(AIM OF THE TASK):
Each record is to be repeated exactly as it stands below.

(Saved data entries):
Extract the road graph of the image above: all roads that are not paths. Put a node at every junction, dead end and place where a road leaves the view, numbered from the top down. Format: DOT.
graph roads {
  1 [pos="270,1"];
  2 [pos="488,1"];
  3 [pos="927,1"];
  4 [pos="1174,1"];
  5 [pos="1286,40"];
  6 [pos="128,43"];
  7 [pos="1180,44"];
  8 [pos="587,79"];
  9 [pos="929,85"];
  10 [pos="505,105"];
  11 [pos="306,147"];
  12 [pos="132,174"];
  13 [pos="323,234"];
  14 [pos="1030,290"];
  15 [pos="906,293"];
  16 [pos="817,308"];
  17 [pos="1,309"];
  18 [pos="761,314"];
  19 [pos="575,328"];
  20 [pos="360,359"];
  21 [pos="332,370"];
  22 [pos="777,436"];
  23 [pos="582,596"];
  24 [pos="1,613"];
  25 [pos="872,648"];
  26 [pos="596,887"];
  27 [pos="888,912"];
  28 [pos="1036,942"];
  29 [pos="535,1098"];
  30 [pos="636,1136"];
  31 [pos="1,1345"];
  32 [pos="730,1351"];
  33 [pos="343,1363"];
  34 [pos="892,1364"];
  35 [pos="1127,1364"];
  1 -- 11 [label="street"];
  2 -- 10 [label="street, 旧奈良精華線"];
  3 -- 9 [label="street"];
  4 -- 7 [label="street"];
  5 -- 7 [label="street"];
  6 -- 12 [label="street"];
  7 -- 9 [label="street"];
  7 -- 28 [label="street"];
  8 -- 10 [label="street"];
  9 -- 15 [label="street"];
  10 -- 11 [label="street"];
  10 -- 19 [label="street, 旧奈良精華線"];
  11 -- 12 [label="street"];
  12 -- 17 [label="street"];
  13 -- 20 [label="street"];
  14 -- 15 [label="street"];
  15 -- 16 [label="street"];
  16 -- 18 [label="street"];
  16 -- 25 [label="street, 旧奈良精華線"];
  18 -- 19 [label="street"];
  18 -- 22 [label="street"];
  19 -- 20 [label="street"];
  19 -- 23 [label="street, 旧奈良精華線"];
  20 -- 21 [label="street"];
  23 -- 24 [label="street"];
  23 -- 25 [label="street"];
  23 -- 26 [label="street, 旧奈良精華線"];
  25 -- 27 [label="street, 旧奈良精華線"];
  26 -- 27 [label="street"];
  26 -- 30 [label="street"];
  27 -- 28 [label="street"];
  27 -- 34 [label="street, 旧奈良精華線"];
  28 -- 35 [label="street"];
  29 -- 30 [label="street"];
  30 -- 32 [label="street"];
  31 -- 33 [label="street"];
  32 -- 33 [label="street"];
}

(SOLUTION FOR THIS EXERCISE):
Extract the road graph of the image above: all roads that are not paths. Put a node at every junction, dead end and place where a road leaves the view, numbered from the top down. Format: DOT.
graph roads {
  1 [pos="270,1"];
  2 [pos="488,1"];
  3 [pos="927,1"];
  4 [pos="1174,1"];
  5 [pos="1286,40"];
  6 [pos="128,43"];
  7 [pos="1180,44"];
  8 [pos="587,79"];
  9 [pos="929,85"];
  10 [pos="505,105"];
  11 [pos="306,147"];
  12 [pos="132,174"];
  13 [pos="323,234"];
  14 [pos="1030,290"];
  15 [pos="906,293"];
  16 [pos="817,308"];
  17 [pos="1,309"];
  18 [pos="761,314"];
  19 [pos="575,328"];
  20 [pos="360,359"];
  21 [pos="332,370"];
  22 [pos="777,436"];
  23 [pos="582,596"];
  24 [pos="1,613"];
  25 [pos="872,648"];
  26 [pos="596,887"];
  27 [pos="888,912"];
  28 [pos="1036,942"];
  29 [pos="535,1098"];
  30 [pos="636,1136"];
  31 [pos="1,1345"];
  32 [pos="730,1351"];
  33 [pos="343,1363"];
  34 [pos="892,1364"];
  35 [pos="1127,1364"];
  1 -- 11 [label="street"];
  2 -- 10 [label="street, 旧奈良精華線"];
  3 -- 9 [label="street"];
  4 -- 7 [label="street"];
  5 -- 7 [label="street"];
  6 -- 12 [label="street"];
  7 -- 9 [label="street"];
  7 -- 28 [label="street"];
  8 -- 10 [label="street"];
  9 -- 15 [label="street"];
  10 -- 11 [label="street"];
  10 -- 19 [label="street, 旧奈良精華線"];
  11 -- 12 [label="street"];
  12 -- 17 [label="street"];
  13 -- 20 [label="street"];
  14 -- 15 [label="street"];
  15 -- 16 [label="street"];
  16 -- 18 [label="street"];
  16 -- 25 [label="street, 旧奈良精華線"];
  18 -- 19 [label="street"];
  18 -- 22 [label="street"];
  19 -- 20 [label="street"];
  19 -- 23 [label="street, 旧奈良精華線"];
  20 -- 21 [label="street"];
  23 -- 24 [label="street"];
  23 -- 25 [label="street"];
  23 -- 26 [label="street, 旧奈良精華線"];
  25 -- 27 [label="street, 旧奈良精華線"];
  26 -- 27 [label="street"];
  26 -- 30 [label="street"];
  27 -- 28 [label="street"];
  27 -- 34 [label="street, 旧奈良精華線"];
  28 -- 35 [label="street"];
  29 -- 30 [label="street"];
  30 -- 32 [label="street"];
  31 -- 33 [label="street"];
  32 -- 33 [label="street"];
}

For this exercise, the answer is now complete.